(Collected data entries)
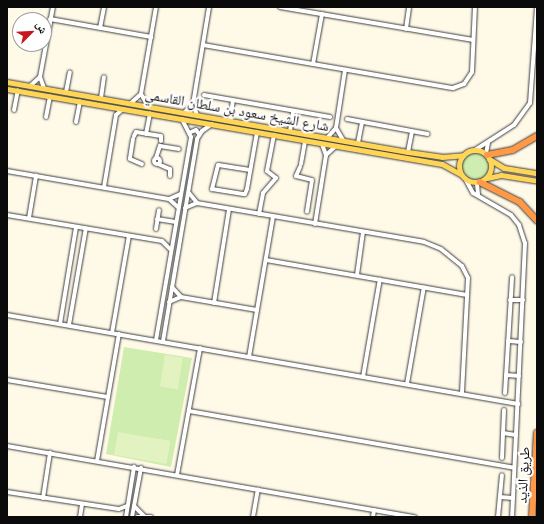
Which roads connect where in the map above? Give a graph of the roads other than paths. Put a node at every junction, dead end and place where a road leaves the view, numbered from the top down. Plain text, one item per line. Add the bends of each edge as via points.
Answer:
1 (104, 7) edge
2 (156, 7) edge
3 (209, 7) edge
4 (280, 7) edge
5 (409, 7) edge
6 (475, 7) edge
7 (537, 7) edge
8 (322, 14) junction
9 (52, 19) edge
10 (100, 28) junction
11 (406, 29) junction
12 (151, 37) junction
13 (473, 40) junction
14 (203, 45) junction
15 (44, 52) edge
16 (313, 64) junction
17 (345, 70) junction
18 (70, 72) dead end
19 (40, 77) junction
20 (104, 77) dead end
21 (7, 82) edge
22 (30, 86) junction
23 (44, 88) junction
24 (12, 90) edge
25 (66, 92) junction
26 (7, 94) edge
27 (141, 94) junction
28 (204, 95) dead end
29 (50, 96) junction
30 (101, 98) junction
31 (233, 100) junction
32 (80, 101) junction
33 (131, 103) junction
34 (193, 104) junction
35 (148, 106) junction
36 (111, 107) junction
37 (123, 109) junction
38 (14, 110) dead end
39 (294, 111) junction
40 (184, 113) junction
41 (150, 114) junction
42 (116, 115) junction
43 (197, 115) junction
44 (46, 117) dead end
45 (330, 117) dead end
46 (182, 119) junction
47 (347, 119) dead end
48 (230, 121) junction
49 (76, 122) dead end
50 (362, 122) junction
51 (212, 124) junction
52 (336, 128) junction
53 (290, 131) junction
54 (412, 131) junction
55 (191, 132) junction
56 (256, 132) junction
57 (146, 134) junction
58 (199, 134) junction
59 (428, 134) dead end
60 (274, 135) junction
61 (537, 136) edge
62 (327, 138) junction
63 (343, 140) junction
64 (305, 141) junction
65 (161, 143) junction
66 (358, 143) junction
67 (489, 143) junction
68 (322, 144) junction
69 (336, 146) junction
70 (179, 149) dead end
71 (475, 150) junction
72 (408, 152) junction
73 (326, 155) junction
74 (463, 155) junction
75 (487, 156) junction
76 (142, 164) dead end
77 (250, 170) junction
78 (7, 171) edge
79 (537, 173) edge
80 (460, 174) junction
81 (36, 176) junction
82 (170, 176) dead end
83 (486, 178) junction
84 (466, 180) junction
85 (537, 181) edge
86 (478, 182) junction
87 (104, 187) junction
88 (188, 192) junction
89 (181, 194) junction
90 (480, 196) junction
91 (169, 199) junction
92 (197, 203) junction
93 (179, 208) junction
94 (185, 208) junction
95 (229, 209) junction
96 (159, 210) dead end
97 (307, 212) dead end
98 (259, 214) junction
99 (7, 215) edge
100 (273, 217) junction
101 (29, 218) junction
102 (157, 219) junction
103 (537, 220) edge
104 (176, 222) junction
105 (314, 224) junction
106 (76, 227) junction
107 (86, 228) junction
108 (156, 230) dead end
109 (363, 232) junction
110 (129, 236) junction
111 (174, 236) junction
112 (162, 241) junction
113 (171, 250) junction
114 (72, 251) junction
115 (82, 253) junction
116 (266, 260) junction
117 (356, 275) junction
118 (512, 277) dead end
119 (380, 280) junction
120 (172, 287) junction
121 (424, 287) junction
122 (467, 295) junction
123 (181, 297) junction
124 (510, 300) junction
125 (522, 300) junction
126 (63, 301) junction
127 (169, 302) junction
128 (73, 303) junction
129 (214, 303) junction
130 (257, 310) junction
131 (7, 315) edge
132 (60, 324) junction
133 (69, 325) junction
134 (112, 333) junction
135 (119, 334) junction
136 (156, 340) junction
137 (163, 341) junction
138 (508, 341) junction
139 (521, 342) junction
140 (200, 348) junction
141 (249, 357) junction
142 (506, 375) junction
143 (519, 376) junction
144 (363, 377) junction
145 (7, 380) edge
146 (406, 384) junction
147 (505, 393) dead end
148 (462, 394) junction
149 (108, 397) junction
150 (518, 404) junction
151 (504, 410) dead end
152 (189, 411) junction
153 (503, 433) junction
154 (537, 433) edge
155 (516, 435) junction
156 (7, 446) edge
157 (50, 453) junction
158 (502, 458) dead end
159 (97, 461) junction
160 (134, 467) junction
161 (141, 468) junction
162 (514, 468) junction
163 (177, 475) junction
164 (502, 475) dead end
165 (258, 489) junction
166 (7, 492) edge
167 (500, 497) junction
168 (43, 498) junction
169 (513, 498) junction
170 (82, 504) junction
171 (127, 506) junction
172 (134, 506) junction
173 (119, 509) junction
174 (374, 510) junction
175 (126, 516) edge
176 (144, 516) junction
177 (80, 517) edge
178 (132, 517) edge
179 (137, 517) edge
180 (151, 517) edge
181 (253, 517) edge
182 (373, 517) edge
183 (415, 517) edge
184 (498, 517) edge
185 (512, 517) edge
186 (532, 517) edge

1 - 10 street
2 - 12 street
3 - 14 street
4 - 8 street
5 - 11 street
6 - 13 street
7 - 67 street via 530,103 518,121
8 - 11 street
8 - 16 street
9 - 10 street
10 - 12 street
11 - 13 street
12 - 27 street
13 - 17 street via 472,74 464,83 453,88
14 - 16 street
14 - 34 street
15 - 19 street
16 - 17 street
17 - 52 street
18 - 25 street
19 - 22 street
19 - 23 street
20 - 30 street
21 - 22 main road, شارع الشيخ سعود بن سلطان القاسمي
22 - 23 main road, شارع الشيخ سعود بن سلطان القاسمي
23 - 25 main road, شارع الشيخ سعود بن سلطان القاسمي
24 - 26 street
24 - 29 main road, شارع الشيخ سعود بن سلطان القاسمي
24 - 38 street
25 - 30 main road, شارع الشيخ سعود بن سلطان القاسمي
27 - 33 street
27 - 35 street
28 - 31 street
29 - 32 main road, شارع الشيخ سعود بن سلطان القاسمي
29 - 44 street
30 - 33 main road, شارع الشيخ سعود بن سلطان القاسمي
31 - 39 street
31 - 48 street
32 - 36 main road, شارع الشيخ سعود بن سلطان القاسمي
32 - 49 street
33 - 35 main road, شارع الشيخ سعود بن سلطان القاسمي
34 - 40 street
34 - 43 street
35 - 40 main road, شارع الشيخ سعود بن سلطان القاسمي
36 - 37 main road, شارع الشيخ سعود بن سلطان القاسمي
36 - 42 street
37 - 41 main road, شارع الشيخ سعود بن سلطان القاسمي
37 - 42 street
39 - 45 street
39 - 53 street
40 - 43 main road, شارع الشيخ سعود بن سلطان القاسمي
41 - 46 main road, شارع الشيخ سعود بن سلطان القاسمي
41 - 57 street
42 - 87 street
43 - 48 main road, شارع الشيخ سعود بن سلطان القاسمي
46 - 51 main road, شارع الشيخ سعود بن سلطان القاسمي
46 - 55 street
47 - 50 street
48 - 53 main road, شارع الشيخ سعود بن سلطان القاسمي
50 - 54 street
50 - 66 street
51 - 56 main road, شارع الشيخ سعود بن سلطان القاسمي
51 - 58 street
52 - 62 street
52 - 63 street
53 - 62 main road, شارع الشيخ سعود بن سلطان القاسمي
54 - 59 street
54 - 72 street
55 - 58 street via 196,130
55 - 89 street
56 - 60 main road, شارع الشيخ سعود بن سلطان القاسمي
56 - 77 street
57 - 65 street via 161,136
57 - 76 street via 135,132 130,159
58 - 88 street
60 - 64 main road, شارع الشيخ سعود بن سلطان القاسمي
60 - 98 street via 267,171 276,177 271,188 263,193
61 - 75 highway via 518,149
62 - 63 main road, شارع الشيخ سعود بن سلطان القاسمي
63 - 66 main road, شارع الشيخ سعود بن سلطان القاسمي
63 - 69 main road via 343,144
64 - 68 main road, شارع الشيخ سعود بن سلطان القاسمي
64 - 97 street via 300,166 295,175 312,180
65 - 70 street
65 - 82 street via 154,162 170,170
66 - 72 main road, شارع الشيخ سعود بن سلطان القاسمي
67 - 71 street
67 - 75 street
68 - 69 main road, شارع الشيخ سعود بن سلطان القاسمي
68 - 73 street
69 - 73 street
69 - 80 main road, شارع الشيخ سعود بن سلطان القاسمي via 446,165
71 - 74 main road
71 - 75 main road
72 - 74 main road, شارع الشيخ سعود بن سلطان القاسمي via 445,157
73 - 105 street
74 - 80 main road via 458,164
75 - 79 main road via 508,168
75 - 83 main road via 491,167
77 - 77 street via 218,165 212,189 243,195
78 - 81 street
80 - 84 main road
81 - 87 street
81 - 101 street
83 - 85 main road via 507,176
83 - 86 main road
84 - 86 main road
84 - 90 street
86 - 90 street
86 - 103 highway via 520,202
87 - 91 street
88 - 92 street
88 - 94 street
89 - 91 street
89 - 93 street
90 - 125 street via 511,215 522,231 526,250
91 - 93 street
92 - 94 street
92 - 95 street
93 - 104 street
94 - 120 street
95 - 98 street
95 - 129 street
96 - 102 street
98 - 100 street
99 - 101 street
100 - 105 street
100 - 116 street
101 - 106 street
102 - 104 street
102 - 108 street
104 - 111 street
105 - 109 street
106 - 107 street
106 - 114 street
107 - 110 street
107 - 115 street
109 - 117 street
109 - 122 street via 424,242 441,249 464,268
110 - 112 street
110 - 134 street
111 - 112 street
111 - 113 street
112 - 113 street
113 - 136 street
114 - 115 street
114 - 126 street
115 - 128 street
116 - 117 street
116 - 130 street
117 - 119 street
118 - 124 street
119 - 121 street
119 - 144 street
120 - 123 street
120 - 127 street
121 - 122 street
121 - 146 street
122 - 148 street
123 - 127 street
123 - 129 street
124 - 125 street
124 - 138 street
125 - 139 street
126 - 128 street
126 - 132 street
127 - 137 street
128 - 133 street
129 - 130 street
130 - 141 street
131 - 132 street
132 - 133 street
133 - 134 street
134 - 135 street
135 - 136 street
135 - 149 street
136 - 137 street
137 - 140 street
138 - 139 street
138 - 142 street
139 - 143 street
140 - 141 street
140 - 152 street
141 - 144 street
142 - 143 street
142 - 147 street
143 - 150 street
144 - 146 street
145 - 149 street
146 - 148 street
148 - 150 street
149 - 159 street
150 - 155 street
151 - 153 street
152 - 162 street
152 - 163 street
153 - 155 street
153 - 158 street
154 - 186 highway, طريق الذيد
155 - 162 street
156 - 157 street
157 - 159 street
157 - 168 street
159 - 160 street
160 - 161 street
160 - 171 street
161 - 163 street
161 - 172 street
162 - 169 street
163 - 165 street
164 - 167 street
165 - 174 street
165 - 181 street
166 - 168 street
167 - 169 street
167 - 184 street
168 - 170 street
169 - 185 street
170 - 173 street
170 - 177 street
171 - 173 street
171 - 175 street
172 - 176 street
172 - 178 street
173 - 175 street
174 - 182 street
174 - 183 street
176 - 179 street
176 - 180 street

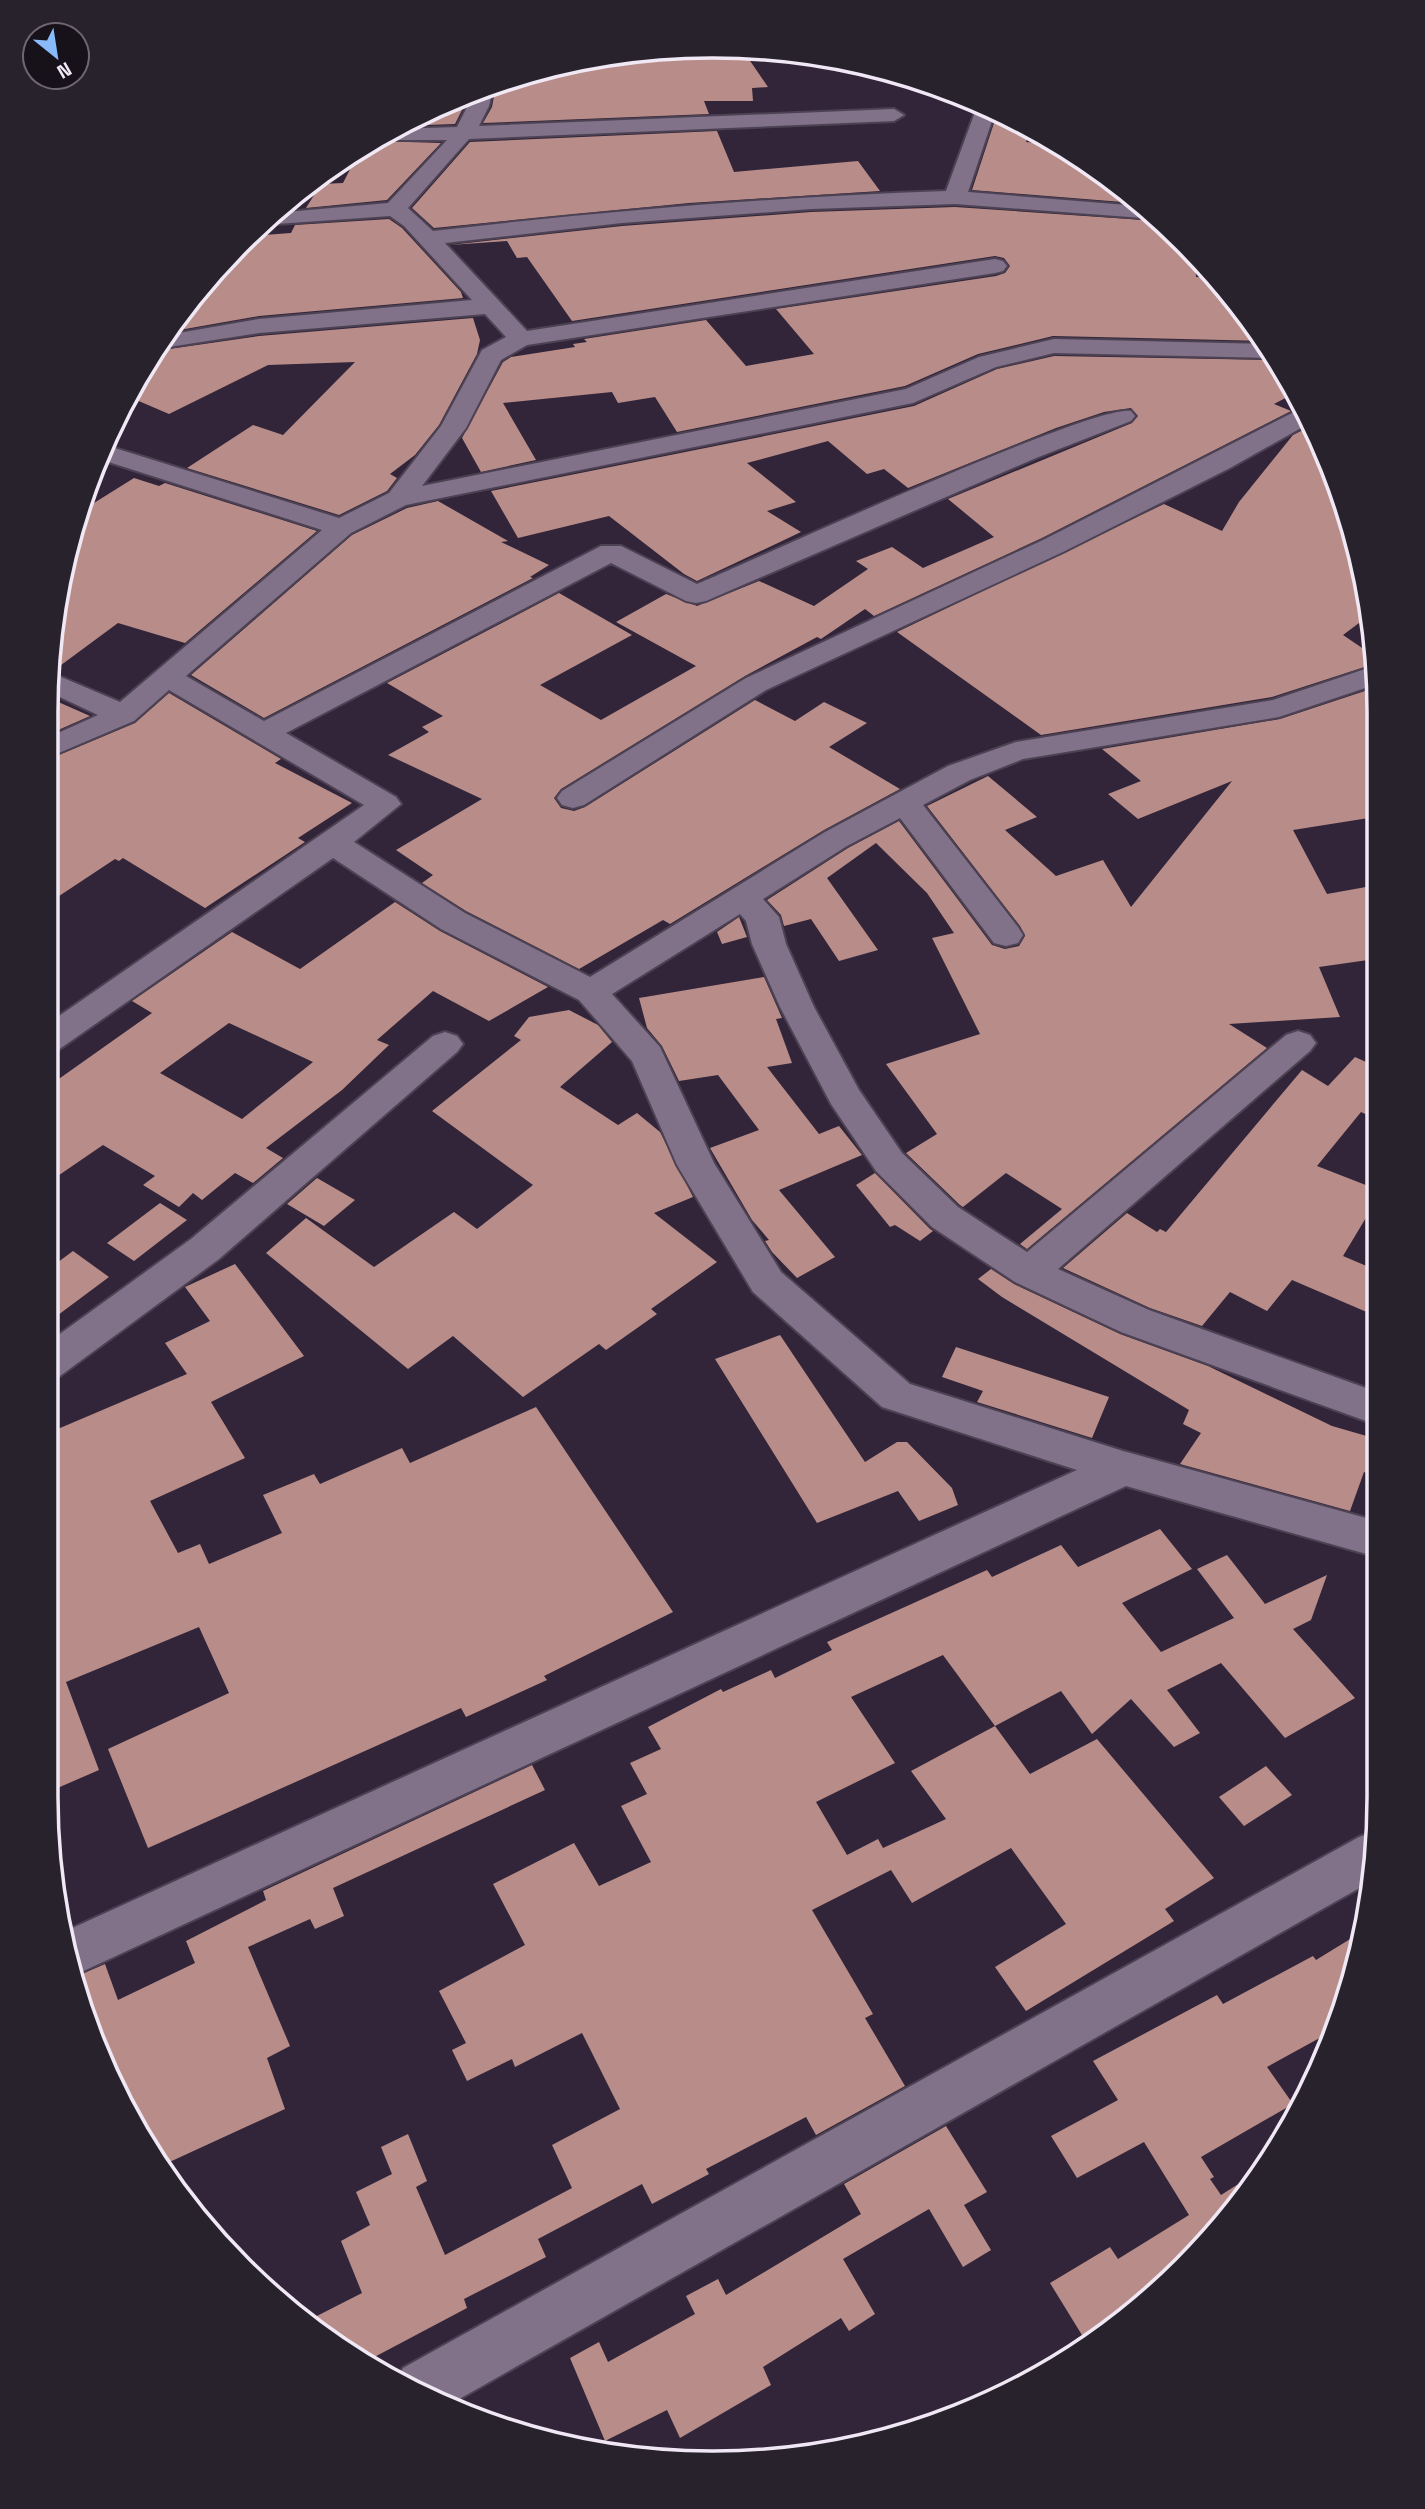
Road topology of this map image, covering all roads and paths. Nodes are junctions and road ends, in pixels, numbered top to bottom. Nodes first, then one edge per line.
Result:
1 (481, 101) edge
2 (894, 115) dead end
3 (983, 117) edge
4 (466, 135) junction
5 (403, 136) edge
6 (955, 197) junction
7 (396, 209) junction
8 (1135, 213) edge
9 (283, 219) edge
10 (428, 238) junction
11 (995, 266) dead end
12 (491, 306) junction
13 (521, 339) junction
14 (174, 341) edge
15 (1258, 351) edge
16 (1122, 416) dead end
17 (1298, 419) edge
18 (111, 455) edge
19 (398, 499) junction
20 (341, 527) junction
21 (166, 676) junction
22 (1366, 678) edge
23 (59, 685) edge
24 (123, 715) junction
25 (264, 733) junction
26 (58, 744) edge
27 (573, 798) dead end
28 (905, 803) junction
29 (332, 843) junction
30 (742, 897) junction
31 (1006, 935) dead end
32 (591, 992) junction
33 (58, 1034) edge
34 (1298, 1043) dead end
35 (446, 1044) dead end
36 (1028, 1272) junction
37 (58, 1356) edge
38 (1367, 1405) edge
39 (1123, 1468) junction
40 (1367, 1536) edge
41 (1364, 1860) edge
42 (76, 1951) edge
43 (428, 2386) edge

1 - 4 street
2 - 4 street
3 - 6 street
4 - 5 street
4 - 7 street
6 - 8 street
6 - 10 street
7 - 9 street
7 - 10 street
10 - 12 street
11 - 13 street
12 - 13 street
12 - 14 street
13 - 19 street
15 - 19 street
16 - 25 street
17 - 27 street
18 - 20 street
19 - 20 street
20 - 21 street
21 - 24 street
21 - 25 street
22 - 28 street
23 - 24 street
24 - 26 street
25 - 29 street
28 - 30 street
28 - 31 street
29 - 32 street
29 - 33 street
30 - 32 street
30 - 36 street
32 - 39 street
34 - 36 street
35 - 37 street
36 - 38 street
39 - 40 street
39 - 42 street
41 - 43 street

→ **WHAT THE TASK REQUIRES**: Copy each line of the entries in which the string "highway" is found.

→ **WRITTEN SOLUTION**:
61 - 75 highway via 518,149
86 - 103 highway via 520,202
154 - 186 highway, طريق الذيد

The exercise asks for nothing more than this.